Transocean Defeats Shareholder Appeal over Gulf Spill
Transocean Ltd on Thursday won the dismissal of an appeal by shareholders accusing the owner of the doomed Deepwater Horizon drilling rig of deceiving them about its safety practices prior to the 2010 Gulf of Mexico oil spill.
The 2nd U.S. Circuit Court of Appeals in Manhattan said the lead plaintiff waited two months too long to sue over alleged misstatements in an Oct. 2, 2007, proxy statement for the offshore drilling company's merger with GlobalSantaFe Corp.
Shares of Transocean rose 3 percent after the decision was issued.
Geoffrey Johnson, a lawyer for the plaintiffs, declined to comment. Transocean and its lawyers did not immediately respond to requests for comment.
Former GlobalSantaFe shareholders, who received Transocean shares in the merger, said the proxy statement contained false and misleading statements about the company's compliance with environmental laws.
Led by the DeKalb County Pension Fund in Decatur, Georgia, the shareholders sought to hold the Swiss company liable for their losses after the April 20, 2010, explosion of the Deepwater Horizon and blowout of BP Plc's Macondo well.
The disaster caused Transocean shares to lose more than half their value within seven weeks.
Writing for the appeals court, however, Circuit Judge José Cabranes said the Georgia fund did not join the case until Dec. 3, 2010, missing the three-year deadline to sue over the proxy statement.
He said it did not matter that the lawsuit was originally filed before the deadline, but by another shareholder that was later dismissed from the case because it lacked standing.

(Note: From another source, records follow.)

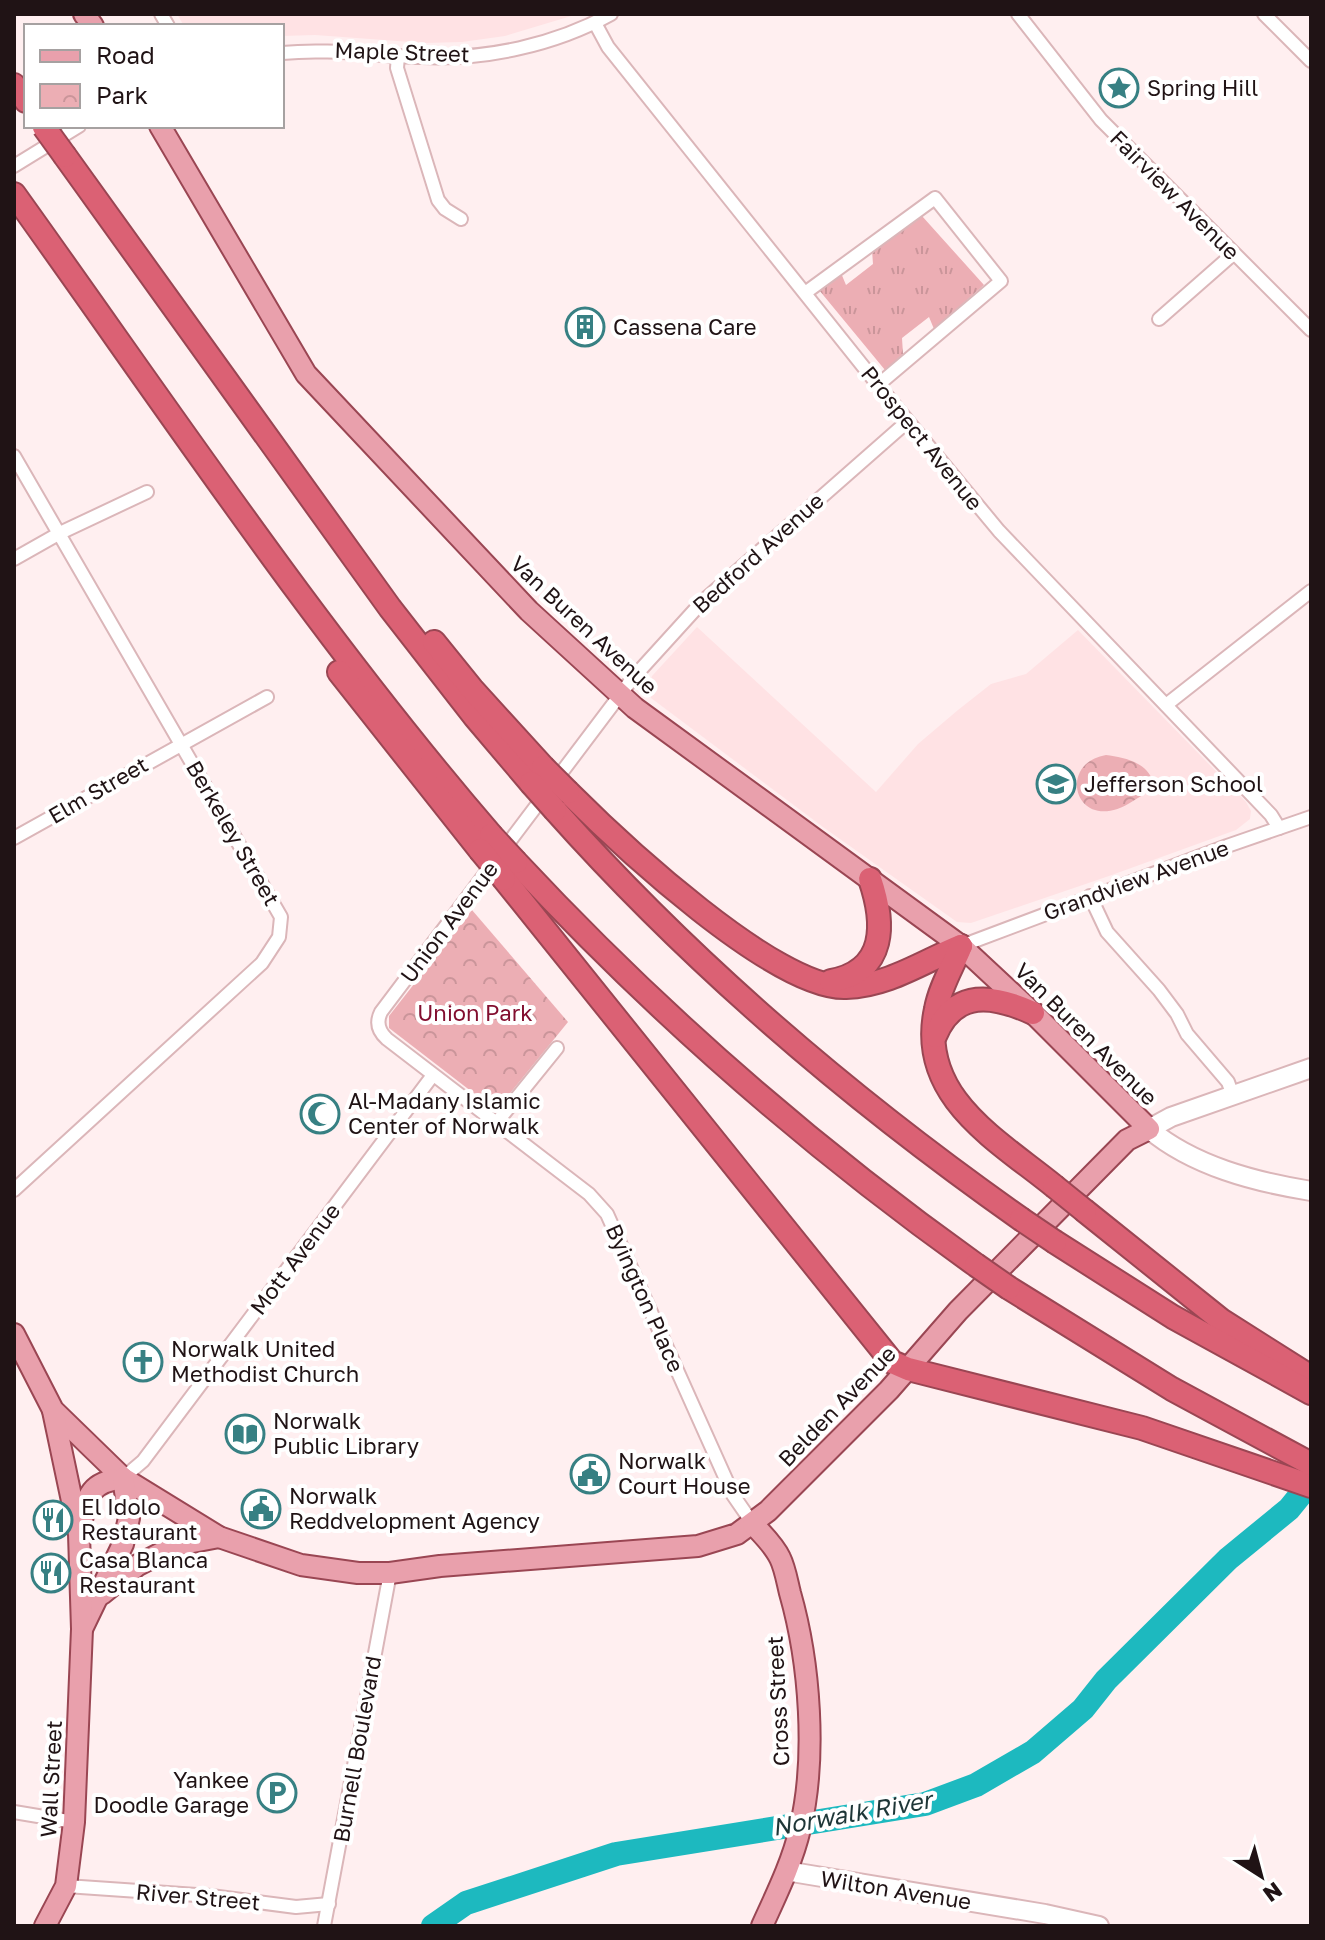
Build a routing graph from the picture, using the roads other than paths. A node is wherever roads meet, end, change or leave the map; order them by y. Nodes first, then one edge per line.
1 (611, 14) edge
2 (1018, 14) edge
3 (1264, 14) edge
4 (595, 23) junction
5 (284, 53) edge
6 (398, 56) junction
7 (1311, 61) edge
8 (45, 128) edge
9 (76, 128) edge
10 (161, 128) edge
11 (14, 166) edge
12 (14, 194) edge
13 (461, 219) dead end
14 (1233, 254) junction
15 (805, 293) junction
16 (1159, 319) dead end
17 (1311, 330) edge
18 (878, 385) junction
19 (908, 421) junction
20 (14, 456) edge
21 (147, 492) dead end
22 (60, 533) junction
23 (14, 559) edge
24 (1311, 591) edge
25 (619, 695) junction
26 (267, 697) dead end
27 (1166, 705) junction
28 (181, 743) junction
29 (562, 801) junction
30 (1311, 817) edge
31 (522, 823) joint
32 (1279, 828) junction
33 (14, 838) edge
34 (510, 871) junction
35 (870, 879) junction
36 (1090, 896) junction
37 (961, 946) junction
38 (818, 983) junction
39 (1033, 1013) junction
40 (378, 1021) joint
41 (933, 1045) junction
42 (557, 1048) dead end
43 (1311, 1068) edge
44 (433, 1075) junction
45 (1233, 1096) junction
46 (497, 1122) junction
47 (1149, 1129) junction
48 (14, 1190) edge
49 (1311, 1191) edge
50 (14, 1334) edge
51 (908, 1369) junction
52 (1310, 1387) edge
53 (53, 1410) junction
54 (1311, 1464) edge
55 (123, 1478) junction
56 (1311, 1486) edge
57 (753, 1524) junction
58 (79, 1534) junction
59 (219, 1537) junction
60 (390, 1573) junction
61 (99, 1597) junction
62 (82, 1629) junction
63 (14, 1812) edge
64 (74, 1822) junction
65 (786, 1871) junction
66 (66, 1886) junction
67 (329, 1904) junction
68 (45, 1926) edge
69 (324, 1926) edge
70 (762, 1926) edge
71 (1099, 1926) edge

1 - 4 street, Maple Street
2 - 14 street, Fairview Avenue
3 - 7 street
4 - 6 street, Maple Street
4 - 15 street, Prospect Avenue
5 - 6 street, Maple Street
6 - 13 street
8 - 29 highway, bridge
9 - 11 street
10 - 25 main road, Van Buren Avenue
12 - 34 highway, bridge
14 - 16 street
14 - 17 street, Fairview Avenue
15 - 18 street, Prospect Avenue
15 - 18 street
18 - 19 street, Prospect Avenue
19 - 25 street, Bedford Avenue
19 - 27 street, Prospect Avenue
20 - 22 street, Berkeley Street
21 - 22 street
22 - 23 street
22 - 28 street, Berkeley Street
24 - 27 street
25 - 31 street, Bedford Avenue
25 - 35 main road, Van Buren Avenue
26 - 28 street, Elm Street
27 - 32 street, Prospect Avenue
28 - 33 street, Elm Street
28 - 48 street, Berkeley Street
29 - 38 highway
29 - 52 highway, bridge
30 - 32 street, Grandview Avenue
31 - 40 street, Union Avenue
32 - 36 street, Grandview Avenue
34 - 51 highway
34 - 54 highway, bridge
35 - 37 main road, Van Buren Avenue
35 - 38 highway
36 - 37 street, Grandview Avenue
36 - 45 street
37 - 38 highway
37 - 39 main road, Van Buren Avenue
37 - 41 highway
39 - 41 highway
39 - 47 main road, Van Buren Avenue
40 - 44 street, Byington Place
41 - 52 highway, bridge
42 - 46 street
43 - 45 main road
44 - 46 street, Byington Place
44 - 55 street, Mott Avenue
45 - 47 main road
46 - 57 street, Byington Place
47 - 49 main road
47 - 51 main road, Belden Avenue
50 - 53 main road
51 - 56 highway
51 - 57 main road, Belden Avenue
53 - 55 main road, Belden Avenue
53 - 58 main road, Wall Street
55 - 58 main road, Wall Street
55 - 59 main road, Belden Avenue
55 - 61 main road, Wall Street
57 - 60 main road, Belden Avenue
57 - 65 main road, Cross Street
58 - 62 main road, Wall Street
59 - 60 main road, Belden Avenue
59 - 61 main road, Wall Street
60 - 67 street, Burnell Boulevard
61 - 62 main road, Wall Street
62 - 64 main road, Wall Street
63 - 64 street
64 - 66 main road, Wall Street
65 - 70 main road, Cross Street
65 - 71 main road, Wilton Avenue
66 - 67 street, River Street
66 - 68 main road, Wall Street
67 - 69 street, Burnell Boulevard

The plaintiff "through minimal diligence" could have saved its case by getting involved sooner and offered no justification for its lateness, Cabranes wrote.
The Georgia fund had argued that the three-year clock began to tick when the Deepwater Horizon exploded, bring Transocean's prior misstatements to light.

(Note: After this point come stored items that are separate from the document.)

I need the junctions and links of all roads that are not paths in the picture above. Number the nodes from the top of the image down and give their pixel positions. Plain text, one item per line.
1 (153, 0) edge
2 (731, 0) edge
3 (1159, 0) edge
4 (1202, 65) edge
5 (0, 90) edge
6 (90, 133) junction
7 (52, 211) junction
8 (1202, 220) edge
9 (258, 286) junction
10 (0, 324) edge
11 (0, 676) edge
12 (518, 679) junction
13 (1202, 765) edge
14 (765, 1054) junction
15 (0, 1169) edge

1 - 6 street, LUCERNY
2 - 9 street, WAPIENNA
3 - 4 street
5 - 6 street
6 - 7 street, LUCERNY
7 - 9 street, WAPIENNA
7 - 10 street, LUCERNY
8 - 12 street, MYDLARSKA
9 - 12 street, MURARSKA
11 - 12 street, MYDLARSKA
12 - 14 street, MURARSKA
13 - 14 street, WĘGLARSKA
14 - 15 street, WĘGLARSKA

Thursday's decision upheld a March 2014 dismissal of the lawsuit by U.S. District Judge Lorna Schofield in Manhattan.
Transocean agreed in January 2013 to pay $1.4 billion in civil and criminal fines and penalties to settle U.S. government claims over the spill.

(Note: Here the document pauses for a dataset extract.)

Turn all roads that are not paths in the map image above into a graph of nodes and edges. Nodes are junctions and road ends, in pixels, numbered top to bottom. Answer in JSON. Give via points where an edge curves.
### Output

BP has incurred $55.5 billion of costs for the spill. It faces its own U.S. shareholder lawsuit in Houston federal court.
In early afternoon trading, Transocean's American depositary receipts were up 3 percent at $11.56. Its shares in Switzerland were up 3 percent at 11.11 Swiss francs.
The case is DeKalb County Pension Fund v. Transocean Ltd et al, 2nd U.S. Circuit Court of Appeals, No. 14-0894.